Unbobbled mind packs ’em in


Monday afternoon throngs of science enthusiasts and U of C celebrity-seekers packed two BSLC lecture halls, spilling into the aisles and lobby. They were there to see James Watson, PhB’46, SB’47, famous for his 1953 discovery, with Francis Crick, of DNA’s double-helix structure. Only half of the audience actually did see him; the rest watched a live video projection from the next room. Watson’s leisurely lecture touched on his Chicago education and his general life experience, rather than his Nobel-winning discovery. In fact, he quipped, the original paper on which The Double Helix was based was very short, and “the reason it was short was that there wasn’t very much to say.”
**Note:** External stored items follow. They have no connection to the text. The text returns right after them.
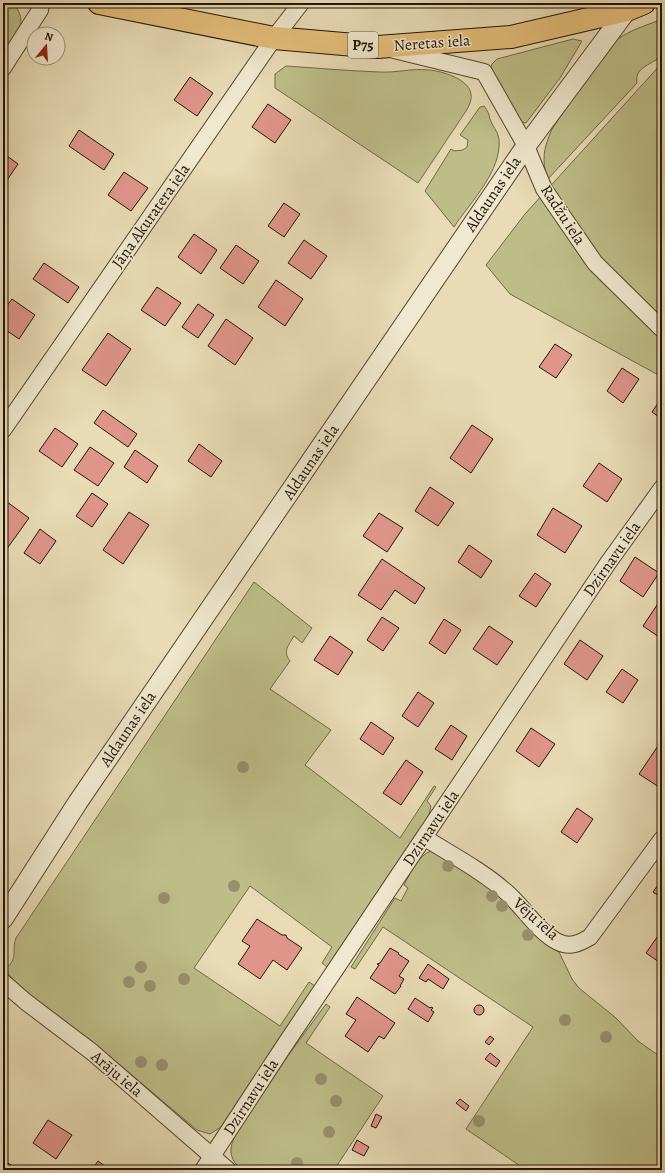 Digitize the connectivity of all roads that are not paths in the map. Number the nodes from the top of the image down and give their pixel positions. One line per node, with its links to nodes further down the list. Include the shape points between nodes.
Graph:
1 (41, 3): 7 (street, via 40,10)
2 (99, 3): 5 (main road, Neretas iela / P75)
3 (301, 3): 5 (street, Jāņa Akuratera iela)
4 (636, 6): 6 (main road, Neretas iela / P75, via 512,37); 8 (street, Aldaunas iela)
5 (274, 38): 6 (main road, Neretas iela / P75); 10 (street, Jāņa Akuratera iela)
6 (378, 47): 8 (street, Radžu iela, via 484,72)
7 (3, 68)
8 (526, 146): 9 (street, Radžu iela, via 544,190 595,263); 14 (street, Aldaunas iela, via 78,802)
9 (662, 329)
10 (3, 430)
11 (662, 488): 12 (street, Dzirnavu iela, via 604,570)
12 (425, 838): 13 (street, Vēju iela, via 492,880 548,935 570,945 590,937); 16 (street, Dzirnavu iela)
13 (662, 839)
14 (3, 919)
15 (3, 982): 16 (street, Arāju iela, via 92,1052)
16 (213, 1155): 17 (street, Dzirnavu iela); 18 (street, Arāju iela)
17 (203, 1170)
18 (228, 1170) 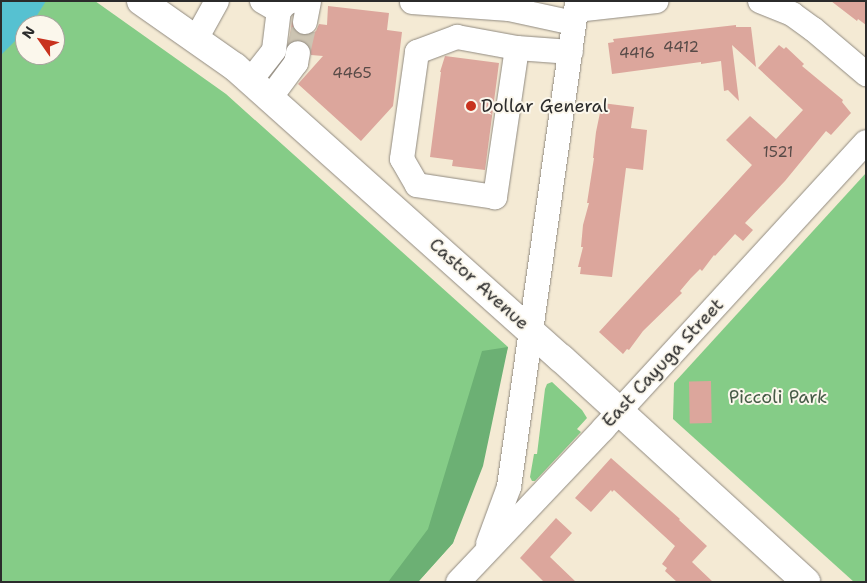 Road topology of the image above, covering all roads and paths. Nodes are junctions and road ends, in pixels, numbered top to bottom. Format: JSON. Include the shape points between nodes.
{"nodes":[{"id":1,"x":141,"y":1,"type":"edge"},
{"id":2,"x":217,"y":1,"type":"edge"},
{"id":3,"x":657,"y":1,"type":"edge"},
{"id":4,"x":760,"y":1,"type":"edge"},
{"id":5,"x":412,"y":2,"type":"edge"},
{"id":6,"x":278,"y":4,"type":"edge"},
{"id":7,"x":576,"y":11,"type":"edge"},
{"id":8,"x":196,"y":40,"type":"junction"},
{"id":9,"x":516,"y":48,"type":"junction"},
{"id":10,"x":571,"y":52,"type":"junction"},
{"id":11,"x":298,"y":53,"type":"tunnel mouth"},
{"id":12,"x":866,"y":74,"type":"edge"},
{"id":13,"x":260,"y":89,"type":"junction"},
{"id":14,"x":866,"y":142,"type":"edge"},
{"id":15,"x":417,"y":185,"type":"junction"},
{"id":16,"x":395,"y":210,"type":"junction"},
{"id":17,"x":531,"y":331,"type":"junction"},
{"id":18,"x":619,"y":411,"type":"junction"},
{"id":19,"x":486,"y":551,"type":"junction"},
{"id":20,"x":458,"y":582,"type":"edge"},
{"id":21,"x":806,"y":582,"type":"edge"}],
"edges":[{"from":1,"to":8,"type":"main road","name":"Castor Avenue"},
{"from":2,"to":8,"type":"street"},
{"from":3,"to":7,"type":"street"},
{"from":4,"to":12,"type":"street","via":[[792,14],[814,29]]},
{"from":5,"to":7,"type":"street"},
{"from":6,"to":13,"type":"street","via":[[274,50]]},
{"from":7,"to":10,"type":"street"},
{"from":8,"to":13,"type":"main road","name":"Castor Avenue"},
{"from":9,"to":10,"type":"street"},
{"from":9,"to":15,"type":"street","via":[[496,197]]},
{"from":9,"to":15,"type":"street","via":[[457,36],[418,52],[402,159]]},
{"from":10,"to":17,"type":"street"},
{"from":11,"to":13,"type":"street","via":[[296,64]]},
{"from":13,"to":16,"type":"main road","name":"Castor Avenue"},
{"from":14,"to":18,"type":"street","name":"East Cayuga Street"},
{"from":15,"to":16,"type":"street"},
{"from":16,"to":17,"type":"main road","name":"Castor Avenue"},
{"from":17,"to":18,"type":"main road","name":"Castor Avenue"},
{"from":17,"to":19,"type":"street","via":[[509,487]]},
{"from":18,"to":19,"type":"street","name":"East Cayuga Street"},
{"from":18,"to":21,"type":"main road","name":"Castor Avenue"},
{"from":19,"to":20,"type":"street","name":"East Cayuga Street"}]}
During his lecture Watson projected photographs and early writings featured in Crerar Library’s exhibition “Honest Jim: James D. Watson, the Writer,” which runs through May 28. He recalled his childhood in Hyde Park, his early interest in ornithology, and his introduction to scientific skepticism in Erwin Schrodinger’s What Is Life? No one at the University, he joked, believed he would ever make anything of himself, whereas at graduate school at Indiana University everyone thought he was smart. Chicago, Watson said, “has made a pretty serious person out of me.”

He closed with advice to students: “In your 20s you should be totally devoted to yourself and no one else. Don’t worry about the poor, don’t worry about the environment, don’t worry who the president is.” A swelled head, he suggested, might not be such a bad thing for young people. “If a young person isn’t arrogant, something’s wrong.” In the lobby after his lecture, alongside his newest book, DNA: The Secret of Life (Knopf, 2003, $39.95), patrons could buy bobble-head James Watson dolls with large, smiling heads ($20.95).